#### RECORDS SUPPLIED ####
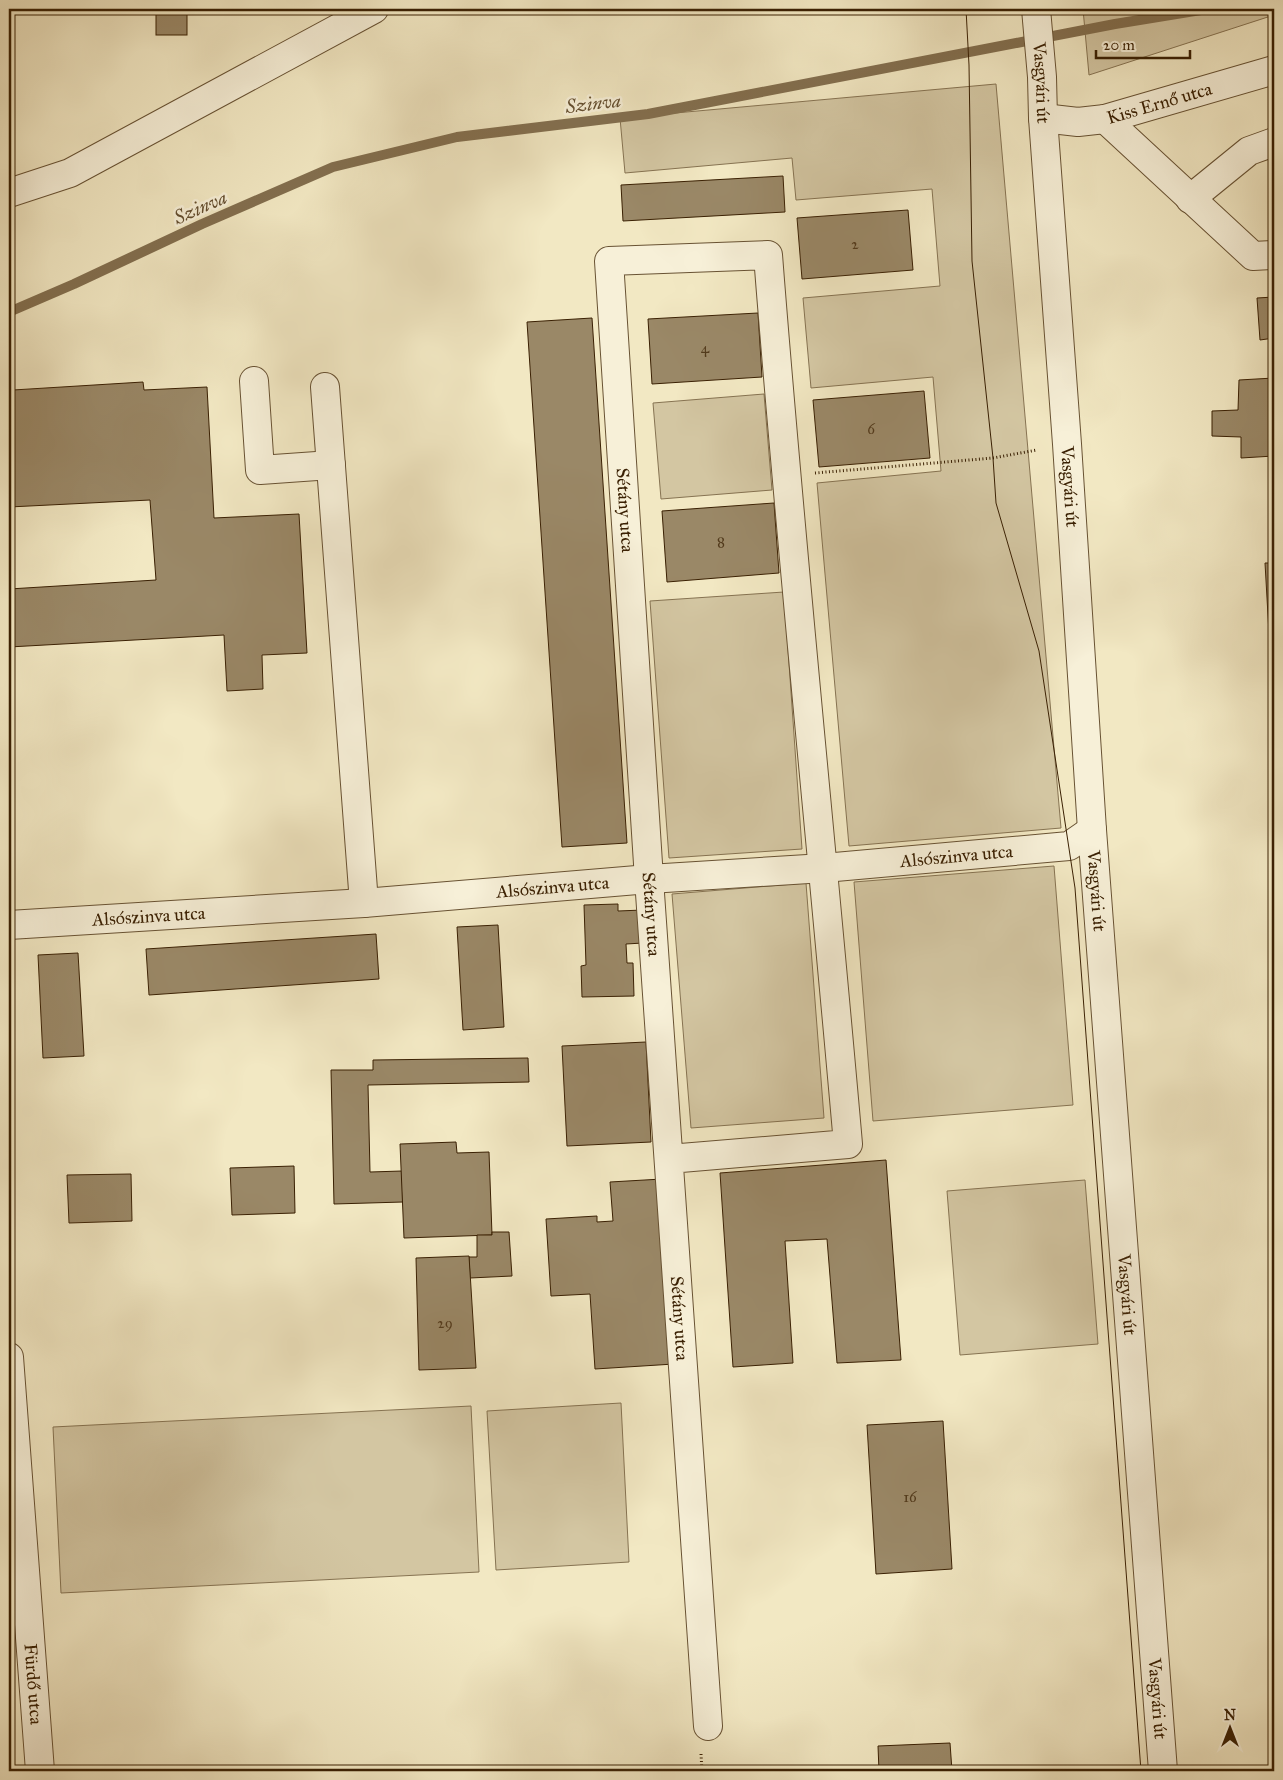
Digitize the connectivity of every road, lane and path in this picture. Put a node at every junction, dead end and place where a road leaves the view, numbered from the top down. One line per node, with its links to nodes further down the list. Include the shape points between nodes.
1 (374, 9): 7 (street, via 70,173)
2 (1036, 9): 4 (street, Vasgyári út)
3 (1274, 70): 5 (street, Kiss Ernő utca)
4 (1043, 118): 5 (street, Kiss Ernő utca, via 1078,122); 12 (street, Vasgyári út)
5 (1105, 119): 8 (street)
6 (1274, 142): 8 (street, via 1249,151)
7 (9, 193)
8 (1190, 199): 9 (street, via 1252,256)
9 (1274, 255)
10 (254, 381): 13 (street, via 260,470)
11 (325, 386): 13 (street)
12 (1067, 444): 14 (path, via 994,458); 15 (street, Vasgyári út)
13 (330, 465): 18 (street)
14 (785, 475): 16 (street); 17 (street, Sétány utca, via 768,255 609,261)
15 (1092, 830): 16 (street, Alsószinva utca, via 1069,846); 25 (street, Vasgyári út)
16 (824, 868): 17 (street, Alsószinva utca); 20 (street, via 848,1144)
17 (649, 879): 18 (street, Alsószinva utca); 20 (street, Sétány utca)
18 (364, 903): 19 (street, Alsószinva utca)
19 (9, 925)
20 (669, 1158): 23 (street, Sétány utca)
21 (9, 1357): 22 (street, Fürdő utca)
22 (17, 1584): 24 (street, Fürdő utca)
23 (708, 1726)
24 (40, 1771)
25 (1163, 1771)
####
TASK GOAL
Everything in the listing above, apart from its pictures, must be repeated exactly.

SOLUTION TO THIS TASK
Digitize the connectivity of every road, lane and path in this picture. Put a node at every junction, dead end and place where a road leaves the view, numbered from the top down. One line per node, with its links to nodes further down the list. Include the shape points between nodes.
1 (374, 9): 7 (street, via 70,173)
2 (1036, 9): 4 (street, Vasgyári út)
3 (1274, 70): 5 (street, Kiss Ernő utca)
4 (1043, 118): 5 (street, Kiss Ernő utca, via 1078,122); 12 (street, Vasgyári út)
5 (1105, 119): 8 (street)
6 (1274, 142): 8 (street, via 1249,151)
7 (9, 193)
8 (1190, 199): 9 (street, via 1252,256)
9 (1274, 255)
10 (254, 381): 13 (street, via 260,470)
11 (325, 386): 13 (street)
12 (1067, 444): 14 (path, via 994,458); 15 (street, Vasgyári út)
13 (330, 465): 18 (street)
14 (785, 475): 16 (street); 17 (street, Sétány utca, via 768,255 609,261)
15 (1092, 830): 16 (street, Alsószinva utca, via 1069,846); 25 (street, Vasgyári út)
16 (824, 868): 17 (street, Alsószinva utca); 20 (street, via 848,1144)
17 (649, 879): 18 (street, Alsószinva utca); 20 (street, Sétány utca)
18 (364, 903): 19 (street, Alsószinva utca)
19 (9, 925)
20 (669, 1158): 23 (street, Sétány utca)
21 (9, 1357): 22 (street, Fürdő utca)
22 (17, 1584): 24 (street, Fürdő utca)
23 (708, 1726)
24 (40, 1771)
25 (1163, 1771)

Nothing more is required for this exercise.